A moment that re-runs in my head is Wikus the main ou, in a cellar beneath a squatter shack, coming upon a majestic enormous Star Wars command centre, shining and gleaming and intimidating as hell. He peers in horror and speaks as a township superintendent: “Fok. No, man. This is verry notta loud. Therre can be a fine.”

“Fok”, incidentally, constitutes half of Wikus’s word-count, proving that this is a genuinely 21st century film.

Then there’s White Wedding, by Jann Turner.

I haven’t met Jann and I’ve never written her name before and I have to clear some air here by recognising that while in her own right she is abundantly a person of renown, she is also the daughter of a father of renown, who was murdered in our name by a bullet that, we are sure, was paid for by our taxes. I’m sorry, Rick, RIP.

I see via Google that White Wedding has scored a bagful of triumphs, plus loot. You could have fooled me. I hardly heard of it when it was on circuit, and what I did hear gave me a vaguely gloopy feel – oh dear, back to bloody Black & White and all that.

Next thing it was off and I had to dig it up in the video store. Duty, y’know.

Well, what a pure innocent gem it turned to be. The “White” doesn’t even mean “white”, really. It’s virtually exempt of race baggage. It’s a clever feel-good tale, told with vooma.

If I bring up District 9 with the veiled intention of reassuring old toppies that they can cope with it, I bring up White Wedding with the secret plot of waking up the neurotics who try to live in Little Pale Island. I think here of my friend Pete: “no, Denis, our world is shrinking, our people are leaving, everything is declining, because of the blacks. The last thing I want is to watch movies about them.” Aaarrgghh, numbskull, no wonder you’re miserable, closing up on yourself. Engage, man; open your eyeballs and embrace your compatriots. Not least, when you acknowledge things that go well you’re the better able to confront things that go wrong.

Last, The Silver Fez. Some people would say “no, this is not a movie, it’s a documentary”. That to me is like saying this is not a column, it’s a blog.

The Fez is on screen and it’s entertaining. Isn’t that what a movie is?

This one is entertainment-plus, not sommer ha-ha. Ha-ha comes in all right, but so does thought and joy and pity and tension and whodunit and a sense of being a little more connected with your world and your nation than you were 90 minutes ago.

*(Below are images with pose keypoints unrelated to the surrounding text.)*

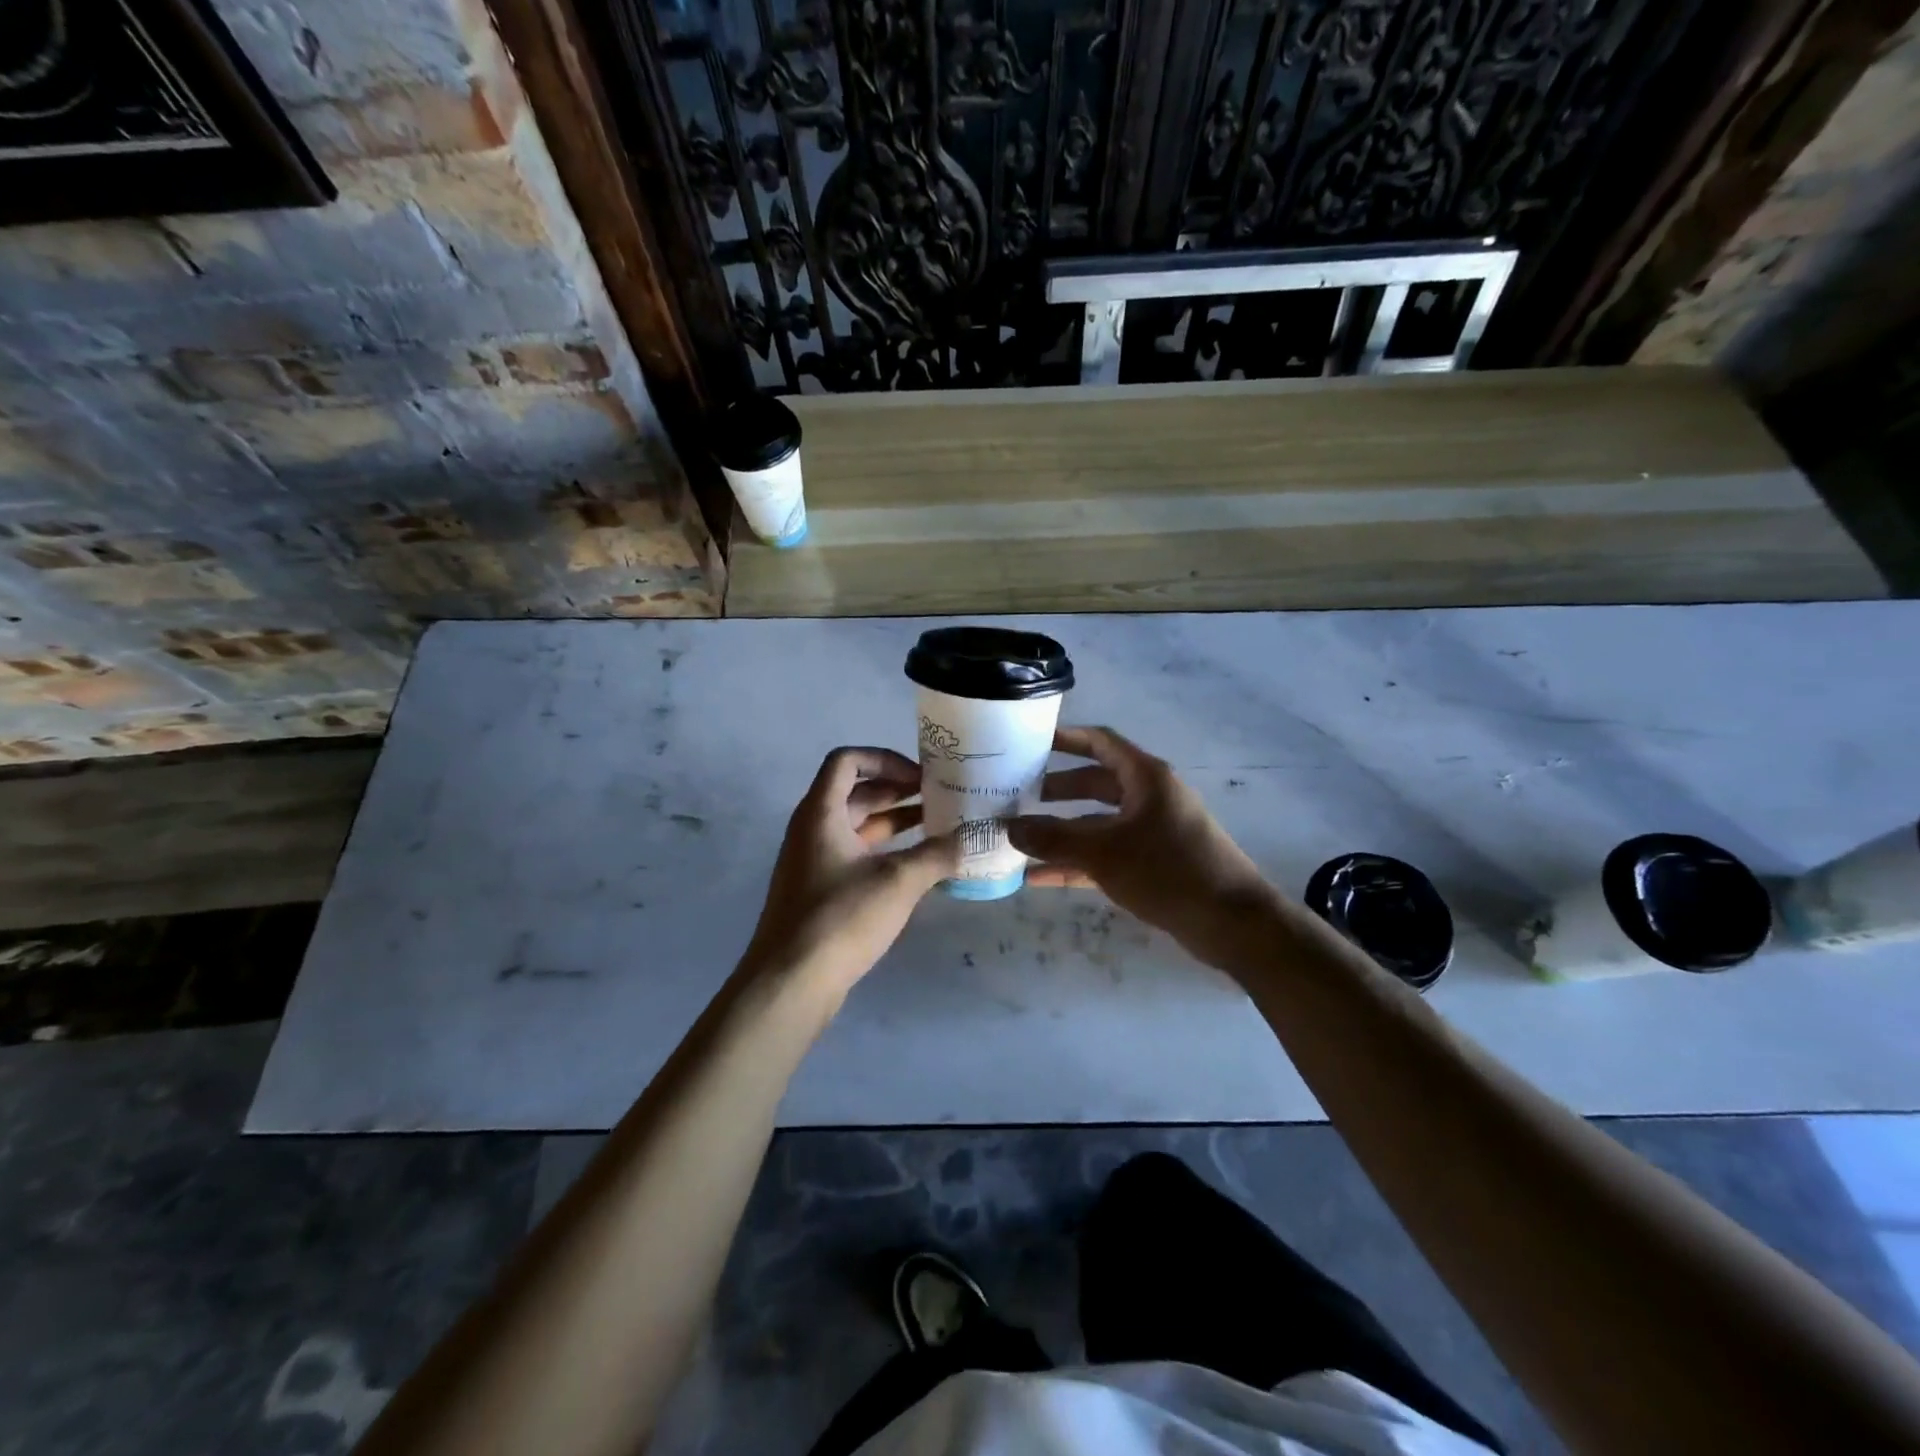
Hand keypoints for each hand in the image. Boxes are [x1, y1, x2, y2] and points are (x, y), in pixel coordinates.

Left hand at [744, 747, 959, 998]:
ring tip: (937, 826)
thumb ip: (938, 854)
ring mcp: (814, 862)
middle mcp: (812, 829)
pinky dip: (885, 851)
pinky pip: (855, 855)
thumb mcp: (898, 882)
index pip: (847, 761)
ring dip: (894, 821)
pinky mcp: (820, 891)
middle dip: (897, 790)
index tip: (919, 777)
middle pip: (855, 793)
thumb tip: (975, 837)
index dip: (884, 759)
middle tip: (939, 796)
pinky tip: (917, 866)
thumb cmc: (840, 918)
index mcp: (821, 813)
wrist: (790, 982)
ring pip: (857, 826)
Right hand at [1009, 726, 1277, 972]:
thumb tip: (1009, 828)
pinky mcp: (1153, 864)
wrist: (1232, 924)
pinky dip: (1077, 863)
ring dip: (1063, 831)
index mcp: (1145, 777)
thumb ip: (1054, 839)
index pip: (1100, 743)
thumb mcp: (1104, 852)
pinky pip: (1107, 855)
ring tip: (1021, 838)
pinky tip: (1040, 878)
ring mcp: (1152, 832)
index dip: (1066, 738)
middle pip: (1095, 783)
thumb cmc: (1169, 871)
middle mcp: (1149, 797)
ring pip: (1098, 823)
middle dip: (1057, 790)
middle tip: (1018, 795)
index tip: (1030, 743)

Silver Fez is made by Lloyd Ross with Rian Malan, (who my autocorrect turns into Rain; I have to beat it back). Rian’s role is partly on-screen, with guitar. Lloyd’s is off, with camera.

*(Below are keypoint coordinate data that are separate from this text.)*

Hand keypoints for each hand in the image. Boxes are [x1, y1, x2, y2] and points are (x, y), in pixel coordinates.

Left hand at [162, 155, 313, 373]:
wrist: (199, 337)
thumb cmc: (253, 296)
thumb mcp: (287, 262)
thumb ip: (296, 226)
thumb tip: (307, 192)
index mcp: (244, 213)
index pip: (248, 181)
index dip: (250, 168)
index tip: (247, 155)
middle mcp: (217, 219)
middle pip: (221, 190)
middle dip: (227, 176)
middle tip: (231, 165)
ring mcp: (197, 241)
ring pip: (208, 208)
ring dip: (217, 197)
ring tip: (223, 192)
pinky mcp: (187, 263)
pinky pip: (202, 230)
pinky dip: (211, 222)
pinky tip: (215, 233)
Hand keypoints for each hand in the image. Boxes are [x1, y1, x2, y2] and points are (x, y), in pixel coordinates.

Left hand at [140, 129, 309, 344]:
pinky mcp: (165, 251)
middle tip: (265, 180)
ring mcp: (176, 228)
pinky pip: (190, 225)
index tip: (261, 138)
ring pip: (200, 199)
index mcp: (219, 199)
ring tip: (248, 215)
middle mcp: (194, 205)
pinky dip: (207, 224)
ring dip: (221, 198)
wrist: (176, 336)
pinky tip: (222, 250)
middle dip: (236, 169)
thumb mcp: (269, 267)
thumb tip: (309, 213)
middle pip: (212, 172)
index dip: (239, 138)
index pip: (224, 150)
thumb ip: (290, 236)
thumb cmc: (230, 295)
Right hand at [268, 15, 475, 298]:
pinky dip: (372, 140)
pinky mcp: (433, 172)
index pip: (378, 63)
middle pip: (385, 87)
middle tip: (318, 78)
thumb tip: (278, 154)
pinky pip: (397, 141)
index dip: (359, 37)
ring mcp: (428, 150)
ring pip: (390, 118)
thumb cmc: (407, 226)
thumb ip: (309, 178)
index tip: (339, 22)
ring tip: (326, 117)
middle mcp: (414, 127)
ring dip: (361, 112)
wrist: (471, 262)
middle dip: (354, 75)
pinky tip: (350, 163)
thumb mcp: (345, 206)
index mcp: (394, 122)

Lloyd was makhulubaas-cum-bottlewasher of Shifty Records at the same time as I had the same job on Frontline magazine. Shifty lives on where Frontline is long deceased (mind you, Tony Sutton in Toronto has started a Frontline retrospective, http://coldtype.net/frontline.html) and Lloyd has gone on to be a RUC, Really Useful Citizen, and a unique one at that. This project, for instance, he deals grippingly with current life in South Africa without a mention (well, one, 5 seconds long) of the dreaded national politics. How unique is that?